Today, “Education Month” activities kick off under the theme, “Child-Friendly Homes: Child-Friendly Classrooms-Quality Education”. It would appear that the goal of this year’s efforts would be to impress upon our children that learning does not have to be equated with torture – and that it does not have to be imparted only in the classroom. The home is as powerful a site of education, if not actually a superior one, to schools.
Children and schools are going to be given recognition for good attendance records: some 1,000 students from schools across the country, with attendance rates of at least 98 per cent in the last academic year, will be presented with certificates.
Additionally, two primary and secondary schools accumulating the highest attendance rates in each category will be given special prizes at a ceremony billed for the National Gymnasium on September 15th.
A week later, on September 23, a national parents’ symposium “covering a wide area of interests” will be convened at the Pegasus Hotel – still the premier hotel in Guyana.
There is nothing we can find objectionable – and in fact, there is much that is commendable – in the Ministry of Education’s continuing efforts to involve parents in the delivery of education to their children.

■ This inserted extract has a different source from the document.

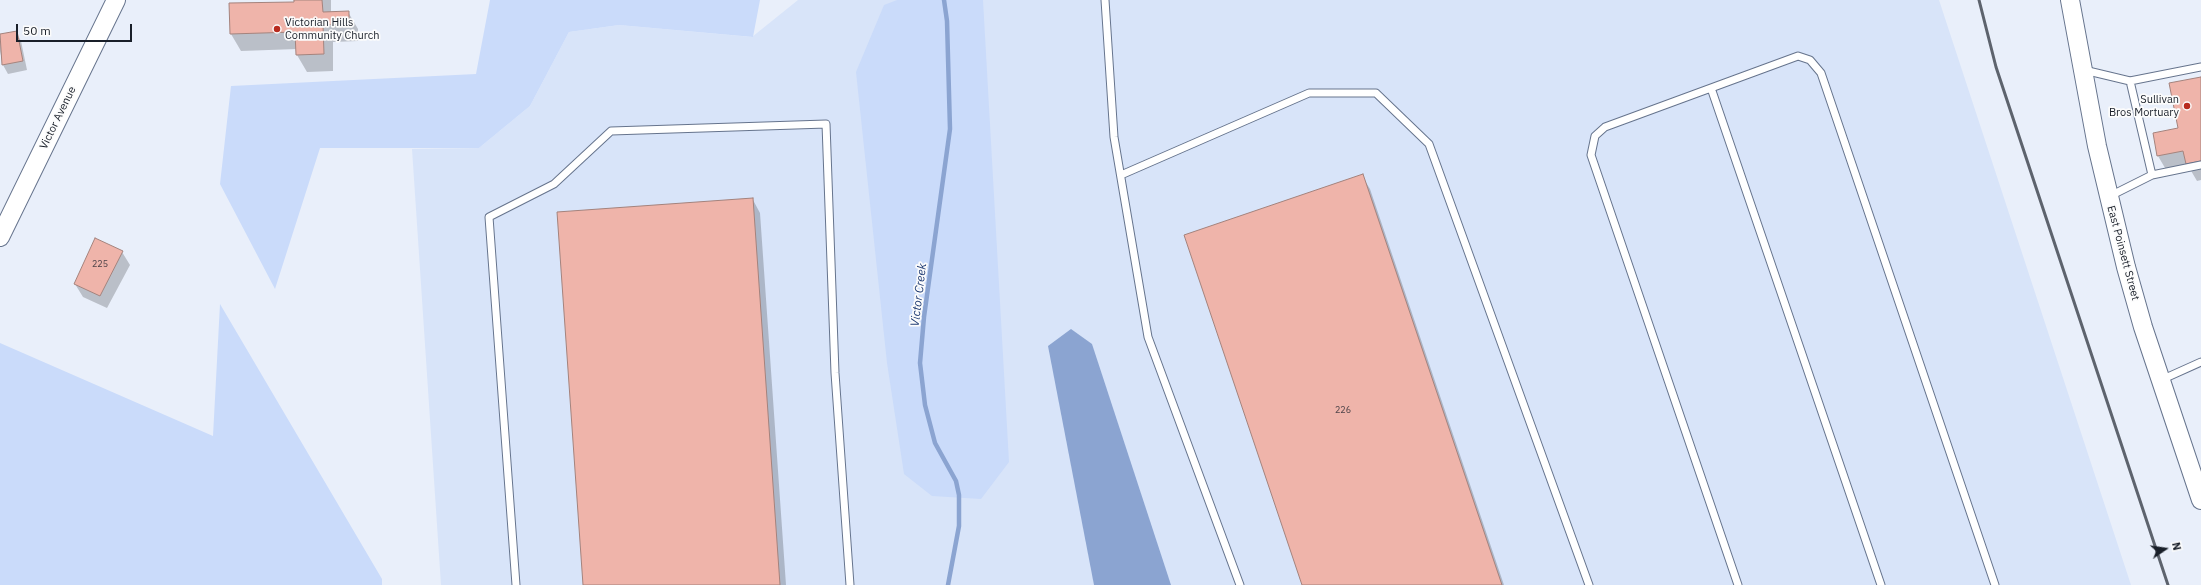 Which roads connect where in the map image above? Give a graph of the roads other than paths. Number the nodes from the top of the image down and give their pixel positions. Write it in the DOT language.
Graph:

There is a surfeit of studies, not to mention anecdotal evidence in Guyana, that the dominance of children from middle class homes topping the SSEE, CSEC and CAPE Exams, are highly correlated with the involvement of parents in their study environment.
We are not sure what exactly the Ministry will pull out of its methodological repertoire to inspire non-middle class parents to become more involved at its symposium. But what we know for sure is that based on our own history, those parents were as involved as any when they saw that education was a sure-fire way of their children escaping from the bottom of the social ladder.
The bottom line for making someone want to pursue a particular path is to convince that person that such a path will deliver what they already desire in their heart. Every man, woman and child in Guyana desires to live a better, more well endowed life.
To our credit, this used to mean better jobs. Our historical drive of the downtrodden towards education was stifled when the connection between education and better jobs was snapped during the economic meltdown in the 70‘s and 80’s. Why slog away for CSEC’s when selling “sweeties” could pull in more money? The efficacy of “party cards” to secure employment ahead of qualifications did not help either.
There is a widespread perception that the latter deformation is still in place: that only the name of the party and the identity of their supporters have changed. Whether there is more reality to the perception or not, if the Ministry is serious about a wide swathe of our youths – especially young men – that are predisposed not only to underperform, but to actually drop out of the educational system, then it must show by hard evidence that education will guarantee jobs, for everyone.
Let’s take Buxton, for instance. Can the Minister demonstrate that youths from that village who performed credibly at the secondary and tertiary levels were able to secure jobs at the same rates as the national average?
But that test highlights the chicken-and-egg dilemma that confronts the Ministry in its well-intentioned plans to improve school attendance: is the national average of matching jobs to graduates anything to shout about? Do we have to create the jobs first and then the graduates to fill them, as the president has suggested?
The experience of those economies that have pulled themselves out of poverty suggests that there has to be a sensible compromise: youths can be steered into training that will prepare them for jobs expected in the government’s strategic plan.